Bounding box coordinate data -
========

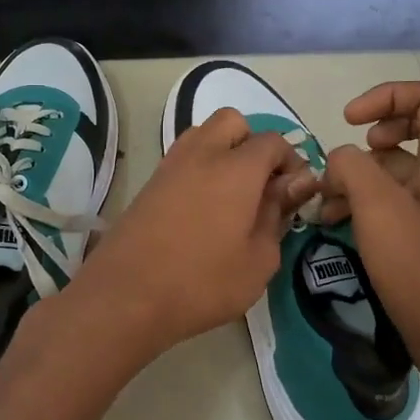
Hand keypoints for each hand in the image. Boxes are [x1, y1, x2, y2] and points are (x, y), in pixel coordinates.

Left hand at [71, 107, 317, 362]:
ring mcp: (170, 166)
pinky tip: (203, 209)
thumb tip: (289, 188)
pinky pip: (182, 159)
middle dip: (253, 144)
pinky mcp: (149, 184)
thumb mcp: (258, 261)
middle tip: (260, 187)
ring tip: (231, 197)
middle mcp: (202, 154)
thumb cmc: (202, 283)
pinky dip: (199, 169)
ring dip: (223, 152)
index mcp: (236, 168)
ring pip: (203, 135)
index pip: (273, 141)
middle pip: (233, 122)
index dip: (291, 163)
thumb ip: (277, 216)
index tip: (294, 196)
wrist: (125, 297)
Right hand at [318, 81, 419, 390]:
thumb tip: (340, 158)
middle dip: (379, 131)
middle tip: (352, 152)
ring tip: (326, 201)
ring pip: (406, 167)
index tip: (349, 121)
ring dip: (364, 174)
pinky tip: (339, 223)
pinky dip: (370, 201)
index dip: (389, 96)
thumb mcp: (379, 211)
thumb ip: (353, 168)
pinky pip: (402, 200)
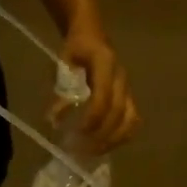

========

What you are asked to do -
Please copy, exactly as written, the lines from the one that contains "index dip: (291, 163)" through the end of the records, both ends included. Do not include the pictures.

Response to this exercise -
index dip: (291, 163)
thumb ip: (277, 216)
index tip: (294, 196)
wrist: (125, 297)
Right hand at [318, 81, 419, 390]:
thumb tip: (340, 158)
middle dip: (379, 131)
middle tip: (352, 152)
ring tip: (326, 201)
ring pip: (406, 167)
index tip: (349, 121)
ring dip: (364, 174)
pinky tip: (339, 223)
pinky dip: (370, 201)
index dip: (389, 96)
thumb mcp: (379, 211)
thumb ip: (353, 168)
pinky pip: (402, 200)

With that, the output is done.